Она была влажной. И нарисованное лицо почти стерлось, а волосы из пакли растрепались. Едва уловимый знакомый запах вызвал такую тоску, что Сержант куклу отшвырнул, но тут же поднял, вытер и убрал в карман.

Вернулся он тем же путем, которым вошел. И внимательно перечитал бумагу. Из всех имен его интересовало одно – имя поверенного.

Многоуважаемый мэтр Мэтсон жил там же, где и работал – на улице Коробейников, одной из трех улиц, которые имелись в городке. Контора его занимала первый этаж дома и отличалась той солидностью, что появляется сама собой в мероприятиях семейных, переходивших из рук в руки на протяжении десятка-другого поколений.

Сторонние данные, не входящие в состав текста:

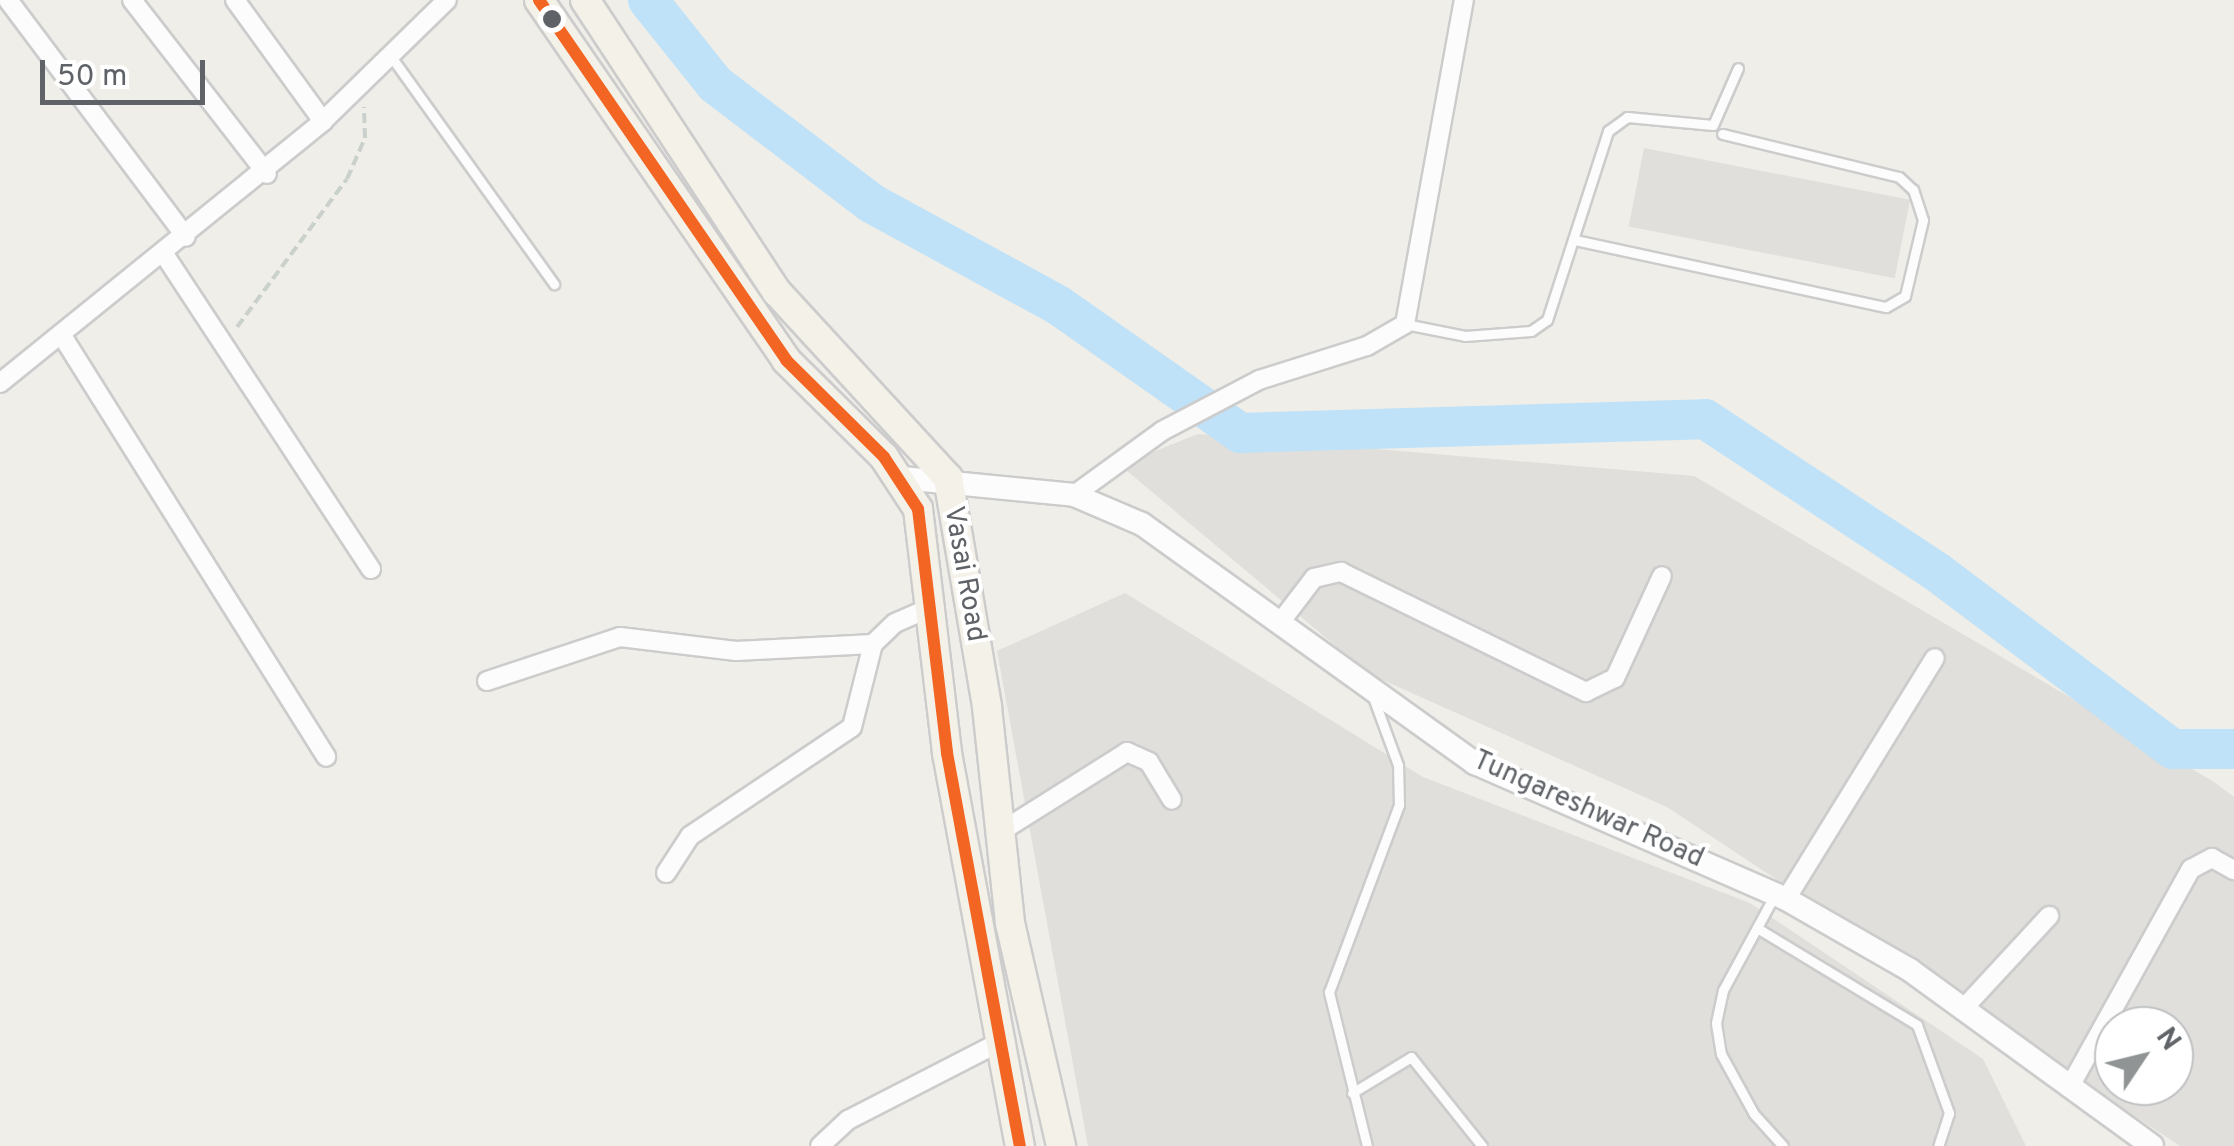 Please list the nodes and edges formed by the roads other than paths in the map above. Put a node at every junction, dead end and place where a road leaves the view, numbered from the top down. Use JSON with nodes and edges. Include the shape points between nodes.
{"nodes":[{"id":1,"x":8,"y":0,"type":"edge"},
{"id":2,"x":132,"y":0,"type":"edge"},
{"id":3,"x":235,"y":0,"type":"edge"},
{"id":4,"x":447,"y":0,"type":"edge"},
{"id":5,"x":539,"y":0,"type":"edge"},
{"id":6,"x":584,"y":0,"type":"edge"},
{"id":7,"x":1464,"y":0,"type":"edge"},
{"id":8,"x":390,"y":56,"type":"junction"},
{"id":9,"x":1738,"y":68,"type":"dead end"},
{"id":10,"x":323,"y":121,"type":"junction"},
{"id":11,"x":1722,"y":134,"type":"dead end"},
{"id":12,"x":267,"y":174,"type":"junction"},
{"id":13,"x":186,"y":238,"type":"junction"},
{"id":14,"x":1575,"y":240,"type":"junction"},
{"id":15,"x":164,"y":254,"type":"junction"},
{"id":16,"x":554,"y":284,"type":"dead end"},
{"id":17,"x":1405,"y":324,"type":"junction"},
{"id":18,"x":61,"y":334,"type":"junction"},
{"id":19,"x":0,"y":383,"type":"edge"},
{"id":20,"x":902,"y":478,"type":"junction"},
{"id":21,"x":948,"y":478,"type":"junction"},
{"id":22,"x":1074,"y":495,"type":"junction"},
{"id":23,"x":371,"y":568,"type":"dead end"},
{"id":24,"x":1662,"y":576,"type":"dead end"},
{"id":25,"x":934,"y":606,"type":"junction"},
{"id":26,"x":1282,"y":620,"type":"junction"},
{"id":27,"x":872,"y":644,"type":"junction"},
{"id":28,"x":1934,"y":658,"type":"dead end"},
{"id":29,"x":487,"y":680,"type":"dead end"},
{"id":30,"x":1372,"y":694,"type":"junction"},
{"id":31,"x":326,"y":756,"type":"dead end"},
{"id":32,"x":1172,"y":800,"type":"dead end"},
{"id":33,"x":997,"y":834,"type":"junction"},
{"id":34,"x":2234,"y":870,"type":"edge"},
{"id":35,"x":666,"y":873,"type":"dead end"},
{"id":36,"x":1781,"y":897,"type":"junction"},
{"id":37,"x":2049,"y":916,"type":"dead end"},
{"id":38,"x":1756,"y":928,"type":"junction"},
{"id":39,"x":1963,"y":1009,"type":"junction"},
{"id":40,"x":998,"y":1043,"type":"junction"},
{"id":41,"x":2068,"y":1088,"type":"junction"},
{"id":42,"x":1352,"y":1093,"type":"junction"},
{"id":43,"x":820,"y":1146,"type":"edge"},
{"id":44,"x":1020,"y":1146,"type":"edge"},
{"id":45,"x":1061,"y":1146,"type":"edge"},
{"id":46,"x":1367,"y":1146,"type":"edge"},
{"id":47,"x":1482,"y":1146,"type":"edge"},
{"id":48,"x":1784,"y":1146,"type":"edge"},
{"id":49,"x":1938,"y":1146,"type":"edge"},
{"id":50,"x":2152,"y":1146,"type":"edge"}],
"edges":[{"from":1,"to":13,"type":"street"},
{"from":2,"to":12,"type":"street"},
{"from":3,"to":10,"type":"street"},
{"from":4,"to":8,"type":"street"},
{"from":5,"to":20,"type":"main road","name":"Vasai Road","via":[[786,360]]},
{"from":6,"to":21,"type":"main road","name":"Vasai Road","via":[[776,292]]},
{"from":7,"to":17,"type":"street"},
{"from":8,"to":10,"type":"street"},
{"from":8,"to":16,"type":"lane"},
{"from":9,"to":14,"type":"lane","via":[[1714,124],[1627,117],[1608,131]]},
{"from":10,"to":12,"type":"street"},
{"from":11,"to":14,"type":"lane","via":[[1899,177],[1914,190],[1924,220],[1905,296],[1886,307]]},
{"from":12,"to":13,"type":"street"},
{"from":13,"to":15,"type":"street"},
{"from":14,"to":17,"type":"lane","via":[[1553,311],[1531,331],[1465,336]]},
{"from":15,"to":18,"type":"street"},
{"from":15,"to":23,"type":"street"},
{"from":17,"to":22,"type":"street","via":[[1367,346],[1260,380],[1162,432]]},
{"from":18,"to":19,"type":"street"},
{"from":18,"to":31,"type":"street"},
{"from":20,"to":21,"type":"street","name":"Tungareshwar Road"},
{"from":20,"to":25,"type":"main road","name":"Vasai Road","via":[[918,510]]},
{"from":21,"to":22,"type":"street","name":"Tungareshwar Road"},
{"from":21,"to":33,"type":"main road","name":"Vasai Road","via":[[987,707]]},
{"from":22,"to":26,"type":"street","name":"Tungareshwar Road","via":[[1142,524]]},
{"from":24,"to":26,"type":"street","via":[[1614,678],[1586,692],[1341,572],[1314,578]]},
{"from":25,"to":27,"type":"street","via":[[894,623]]},
{"from":25,"to":40,"type":"main road","name":"Vasai Road","via":[[947,752]]},
{"from":26,"to":30,"type":"street","name":"Tungareshwar Road"},
{"from":27,"to":29,"type":"street","via":[[736,652],[620,637]]},
{"from":27,"to":35,"type":"street","via":[[852,727],[690,836]]},
{"from":28,"to":36,"type":"street"},
{"from":30,"to":36,"type":"street","name":"Tungareshwar Road","via":[[1475,764]]},
{"from":30,"to":42,"type":"lane","via":[[1398,765],[1399,804],[1382,863],[1336,957],[1329,992]]},
{"from":32,"to":33,"type":"street","via":[[1149,762],[1127,752]]},
{"from":33,"to":45,"type":"main road","name":"Vasai Road"},
{"from":34,"to":41,"type":"street","via":[[2212,858],[2191,870]]},
{"from":36,"to":38,"type":"lane"},
{"from":36,"to":39,"type":"street","name":"Tungareshwar Road"},
{"from":37,"to":39,"type":"street"},
{"from":38,"to":48,"type":"lane","via":[[1723,990],[1716,1023],[1721,1054]]},
{"from":38,"to":49,"type":"lane","via":[[1917,1025],[1949,1114]]},
{"from":39,"to":41,"type":"street","name":"Tungareshwar Road"},
{"from":40,"to":43,"type":"street","via":[[848,1120]]},
{"from":40,"to":44,"type":"main road","name":"Vasai Road"},
{"from":41,"to":50,"type":"street","name":"Tungareshwar Road"},
{"from":42,"to":46,"type":"lane"},
{"from":42,"to":47,"type":"lane","via":[[1411,1057]]}]}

– Чем могу помочь? – Мэтр Мэтсон был обыкновенен ровно настолько, насколько может быть обыкновенен сельский поверенный с правом оказания нотариальных услуг.

Костюм из серой шерсти, рукава которого защищены кожаными нарукавниками. Белая рубаха со съемным воротничком и манжетами. И позолоченная цепочка для часов.

Сержант выложил на стол бумажку.

– Торвуд Хейдервуд? – Мэтр Мэтсон прочел имя по буквам. – Вас интересует Торвуд Хейдервуд?

Сержант кивнул.

– Могу ли я узнать причину вашего интереса?

Сержант вытащил из кармана монету.

– Вы тоже являетесь кредитором? И много он вам задолжал?